Tanto a aprovação da Lei do Feminicídio, de 2015, e do LGBTcídio, projeto de lei de 2017, carregam em si a importância simbólica de afirmação que a vida de mulheres e LGBTs são um direito inalienável. Parte do movimento feminista entende, por exemplo, o feminicídio enquanto crime de Estado (Lagarde, 2007), a medida que é também a partir da negligência e impunidade estatal que as mulheres e pessoas LGBTQIA+ são mortas pela sua condição de gênero.
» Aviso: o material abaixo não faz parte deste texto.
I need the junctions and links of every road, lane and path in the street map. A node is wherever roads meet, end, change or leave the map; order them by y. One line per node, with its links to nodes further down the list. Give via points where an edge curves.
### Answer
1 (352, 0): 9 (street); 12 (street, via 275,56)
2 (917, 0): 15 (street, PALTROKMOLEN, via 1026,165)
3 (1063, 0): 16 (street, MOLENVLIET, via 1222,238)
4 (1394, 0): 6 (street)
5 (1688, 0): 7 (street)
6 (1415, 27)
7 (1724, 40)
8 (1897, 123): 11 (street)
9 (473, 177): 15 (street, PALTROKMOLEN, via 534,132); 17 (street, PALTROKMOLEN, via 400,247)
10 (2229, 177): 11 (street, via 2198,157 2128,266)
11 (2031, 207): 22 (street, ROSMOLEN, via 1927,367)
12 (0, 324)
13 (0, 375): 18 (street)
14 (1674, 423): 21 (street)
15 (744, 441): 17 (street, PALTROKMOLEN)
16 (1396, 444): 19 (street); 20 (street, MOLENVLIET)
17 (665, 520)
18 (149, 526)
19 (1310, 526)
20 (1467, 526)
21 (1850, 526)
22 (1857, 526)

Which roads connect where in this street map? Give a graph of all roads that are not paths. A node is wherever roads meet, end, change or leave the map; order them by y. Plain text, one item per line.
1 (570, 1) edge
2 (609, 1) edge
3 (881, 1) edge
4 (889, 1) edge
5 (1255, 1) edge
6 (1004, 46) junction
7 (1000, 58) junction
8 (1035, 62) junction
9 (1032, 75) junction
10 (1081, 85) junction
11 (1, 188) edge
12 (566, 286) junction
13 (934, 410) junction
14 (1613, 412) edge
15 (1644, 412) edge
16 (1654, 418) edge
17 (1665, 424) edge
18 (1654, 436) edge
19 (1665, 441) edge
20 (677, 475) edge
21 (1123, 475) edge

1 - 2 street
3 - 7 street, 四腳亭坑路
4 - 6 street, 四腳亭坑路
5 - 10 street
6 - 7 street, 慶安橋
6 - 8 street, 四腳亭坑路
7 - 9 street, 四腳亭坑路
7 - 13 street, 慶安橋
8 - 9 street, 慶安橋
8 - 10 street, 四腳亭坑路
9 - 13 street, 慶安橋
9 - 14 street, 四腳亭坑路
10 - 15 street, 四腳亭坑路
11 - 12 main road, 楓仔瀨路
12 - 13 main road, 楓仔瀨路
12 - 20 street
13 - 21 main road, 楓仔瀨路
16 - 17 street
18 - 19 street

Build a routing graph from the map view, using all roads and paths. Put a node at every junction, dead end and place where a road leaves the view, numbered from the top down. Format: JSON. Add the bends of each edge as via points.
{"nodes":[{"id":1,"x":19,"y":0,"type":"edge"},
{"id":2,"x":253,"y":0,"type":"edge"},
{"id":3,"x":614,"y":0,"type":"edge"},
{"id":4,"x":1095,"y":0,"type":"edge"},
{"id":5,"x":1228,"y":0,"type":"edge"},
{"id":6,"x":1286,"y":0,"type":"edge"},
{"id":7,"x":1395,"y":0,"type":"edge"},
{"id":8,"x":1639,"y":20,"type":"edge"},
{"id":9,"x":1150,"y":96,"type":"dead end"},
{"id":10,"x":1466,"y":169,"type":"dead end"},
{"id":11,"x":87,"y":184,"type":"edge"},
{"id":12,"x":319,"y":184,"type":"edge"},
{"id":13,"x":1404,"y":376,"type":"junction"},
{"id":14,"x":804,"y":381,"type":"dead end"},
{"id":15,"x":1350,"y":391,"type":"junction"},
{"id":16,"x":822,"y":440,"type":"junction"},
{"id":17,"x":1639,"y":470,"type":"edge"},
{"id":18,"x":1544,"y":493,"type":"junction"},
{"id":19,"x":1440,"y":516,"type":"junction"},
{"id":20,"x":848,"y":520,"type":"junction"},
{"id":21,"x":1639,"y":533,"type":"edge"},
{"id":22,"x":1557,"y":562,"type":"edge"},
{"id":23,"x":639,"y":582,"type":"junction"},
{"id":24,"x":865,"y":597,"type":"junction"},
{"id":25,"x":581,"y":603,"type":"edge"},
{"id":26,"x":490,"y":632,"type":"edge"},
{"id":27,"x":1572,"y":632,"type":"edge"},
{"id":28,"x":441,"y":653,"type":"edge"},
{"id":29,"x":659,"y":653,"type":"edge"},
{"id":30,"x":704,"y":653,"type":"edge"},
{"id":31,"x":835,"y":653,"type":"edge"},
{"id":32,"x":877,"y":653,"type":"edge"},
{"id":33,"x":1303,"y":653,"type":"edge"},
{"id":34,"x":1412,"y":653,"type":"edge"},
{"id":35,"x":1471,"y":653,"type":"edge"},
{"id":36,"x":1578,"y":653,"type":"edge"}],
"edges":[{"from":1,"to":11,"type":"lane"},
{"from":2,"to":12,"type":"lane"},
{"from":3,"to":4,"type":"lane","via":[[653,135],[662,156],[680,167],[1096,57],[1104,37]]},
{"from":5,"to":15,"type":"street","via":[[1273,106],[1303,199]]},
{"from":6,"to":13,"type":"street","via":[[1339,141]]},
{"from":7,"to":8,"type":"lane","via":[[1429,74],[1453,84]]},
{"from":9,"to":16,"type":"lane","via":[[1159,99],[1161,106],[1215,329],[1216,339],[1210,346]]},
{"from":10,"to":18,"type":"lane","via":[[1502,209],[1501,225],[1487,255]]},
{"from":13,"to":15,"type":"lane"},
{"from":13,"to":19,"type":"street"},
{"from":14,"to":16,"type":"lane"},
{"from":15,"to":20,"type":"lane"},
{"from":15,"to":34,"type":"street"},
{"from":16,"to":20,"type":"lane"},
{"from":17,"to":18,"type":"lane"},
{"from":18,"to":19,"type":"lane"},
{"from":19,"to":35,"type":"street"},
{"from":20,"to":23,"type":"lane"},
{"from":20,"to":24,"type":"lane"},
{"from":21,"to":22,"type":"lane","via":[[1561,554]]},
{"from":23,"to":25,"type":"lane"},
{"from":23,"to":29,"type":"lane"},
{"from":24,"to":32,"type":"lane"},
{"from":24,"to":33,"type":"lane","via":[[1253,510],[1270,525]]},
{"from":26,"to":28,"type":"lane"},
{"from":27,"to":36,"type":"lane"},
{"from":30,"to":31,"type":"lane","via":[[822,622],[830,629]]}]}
Entretanto, as leis aprovadas possuem não apenas limites institucionais e de políticas públicas para alterar e combater esse cenário severo de violência, como seguem apresentando as mesmas soluções insuficientes que não ajudam a mitigar o problema em si. Operar pela criminalização e punitividade não garante segurança, justiça e muito menos a construção de uma inadmissibilidade histórica.
As respostas que temos oferecido enquanto sociedade parecem reconhecer o sentido de justiça enquanto criminalização, baseada na punição individual. Contudo, para populações ainda marginalizadas, que sofrem a consequência de não verem seus direitos básicos reconhecidos, esta não será uma resposta, ainda que insuficiente ao problema que é histórico e coletivo, mas uma demonstração de que certas atitudes não serão mais toleradas? Não será esta uma confirmação (ainda que simplista, mas necessária) de que o acolhimento às vítimas é possível, a partir do reconhecimento de que as violências existem?
Portanto, a indignação social perpassa em reconhecer que a violência existe, e isso exige de nós um esforço enunciativo, à medida que violência é uma categoria em constante disputa. É preciso, portanto, repensarmos a sociedade para além do reconhecimento, mas em medidas práticas para além do punitivismo que consigam alterar o cenário de violência de gênero presente em diversas camadas da sociedade brasileira.
[1] Conforme proposta trazida pelo PL 1904/2024.
DEBERT, Guita; GREGORI, Maria Filomena. Violência e gênero: novas propostas, velhos dilemas”. Revista Brasileira de Ciências Sociais, v. 23, n. 66, fev. 2008.
EFREM FILHO, Roberto. Mata-mata: reciprocidades constitutivas entre classe, gênero, sexualidade e território. Tese (Doutorado em Ciências Sociais) – Instituto de Filosofia e Ciências Humanas, Universidade Estadual de Campinas, 2017.